Assignment: Give back every record below, character for character.

Start of Data for processing

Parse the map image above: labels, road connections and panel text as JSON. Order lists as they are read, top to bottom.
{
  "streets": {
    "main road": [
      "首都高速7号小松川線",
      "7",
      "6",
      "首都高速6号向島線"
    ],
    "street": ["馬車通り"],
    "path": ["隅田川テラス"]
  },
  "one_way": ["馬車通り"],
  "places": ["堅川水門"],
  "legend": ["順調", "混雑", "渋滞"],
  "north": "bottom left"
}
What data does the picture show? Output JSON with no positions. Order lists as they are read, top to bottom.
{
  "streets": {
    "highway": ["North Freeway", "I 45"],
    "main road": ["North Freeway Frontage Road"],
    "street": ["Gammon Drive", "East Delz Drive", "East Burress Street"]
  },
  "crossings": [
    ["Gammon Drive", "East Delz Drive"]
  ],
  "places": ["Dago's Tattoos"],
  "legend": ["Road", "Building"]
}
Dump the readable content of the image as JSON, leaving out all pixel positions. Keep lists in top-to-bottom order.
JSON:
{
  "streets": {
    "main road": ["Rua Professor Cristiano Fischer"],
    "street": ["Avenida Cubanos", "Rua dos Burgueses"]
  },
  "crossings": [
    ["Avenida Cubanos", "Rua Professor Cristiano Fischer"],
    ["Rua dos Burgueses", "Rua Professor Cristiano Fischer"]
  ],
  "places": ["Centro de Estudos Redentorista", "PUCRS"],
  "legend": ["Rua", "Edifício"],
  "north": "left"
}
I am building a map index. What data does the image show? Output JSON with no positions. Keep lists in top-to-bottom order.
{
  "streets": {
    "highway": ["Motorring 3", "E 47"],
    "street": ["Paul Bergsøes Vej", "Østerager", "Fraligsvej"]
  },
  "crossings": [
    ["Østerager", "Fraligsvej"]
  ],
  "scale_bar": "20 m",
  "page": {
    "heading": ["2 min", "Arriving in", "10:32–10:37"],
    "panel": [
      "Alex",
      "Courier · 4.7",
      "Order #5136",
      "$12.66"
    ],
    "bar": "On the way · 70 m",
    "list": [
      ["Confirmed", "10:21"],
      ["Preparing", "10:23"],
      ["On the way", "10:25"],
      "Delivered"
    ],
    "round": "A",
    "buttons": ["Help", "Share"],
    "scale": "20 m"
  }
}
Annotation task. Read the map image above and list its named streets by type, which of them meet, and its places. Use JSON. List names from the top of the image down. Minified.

End of Data for processing

Response:
Parse the map image above: labels, road connections and panel text as JSON. Order lists as they are read, top to bottom.
{
  "streets": {
    "main road": [
      "首都高速7号小松川線",
      "7",
      "6",
      "首都高速6号向島線"
    ],
    "street": ["馬車通り"],
    "path": ["隅田川テラス"]
  },
  "one_way": ["馬車通り"],
  "places": ["堅川水門"],
  "legend": ["順調", "混雑", "渋滞"],
  "north": "bottom left"
}
What data does the picture show? Output JSON with no positions. Order lists as they are read, top to bottom.
{
  "streets": {
    "highway": ["North Freeway", "I 45"],
    "main road": ["North Freeway Frontage Road"],
    "street": ["Gammon Drive", "East Delz Drive", "East Burress Street"]
  },
  "crossings": [
    ["Gammon Drive", "East Delz Drive"]
  ],
  "places": ["Dago's Tattoos"],
  "legend": ["Road", "Building"]
}
Dump the readable content of the image as JSON, leaving out all pixel positions. Keep lists in top-to-bottom order.
JSON:
{
  "streets": {
    "main road": ["Rua Professor Cristiano Fischer"],
    "street": ["Avenida Cubanos", "Rua dos Burgueses"]
  },
  "crossings": [
    ["Avenida Cubanos", "Rua Professor Cristiano Fischer"],
    ["Rua dos Burgueses", "Rua Professor Cristiano Fischer"]
  ],
  "places": ["Centro de Estudos Redentorista", "PUCRS"],
  "legend": ["Rua", "Edifício"],
  "north": "left"
}
I am building a map index. What data does the image show? Output JSON with no positions. Keep lists in top-to-bottom order.
{
  "streets": {
    "highway": ["Motorring 3", "E 47"],
    "street": ["Paul Bergsøes Vej", "Østerager", "Fraligsvej"]
  },
  "crossings": [
    ["Østerager", "Fraligsvej"]
  ],
  "scale_bar": "20 m",
  "page": {
    "heading": ["2 min", "Arriving in", "10:32–10:37"],
    "panel": [
      "Alex",
      "Courier · 4.7",
      "Order #5136",
      "$12.66"
    ],
    "bar": "On the way · 70 m",
    "list": [
      ["Confirmed", "10:21"],
      ["Preparing", "10:23"],
      ["On the way", "10:25"],
      "Delivered"
    ],
    "round": "A",
    "buttons": ["Help", "Share"],
    "scale": "20 m"
  }
}
Annotation task. Read the map image above and list its named streets by type, which of them meet, and its places. Use JSON. List names from the top of the image down. Minified.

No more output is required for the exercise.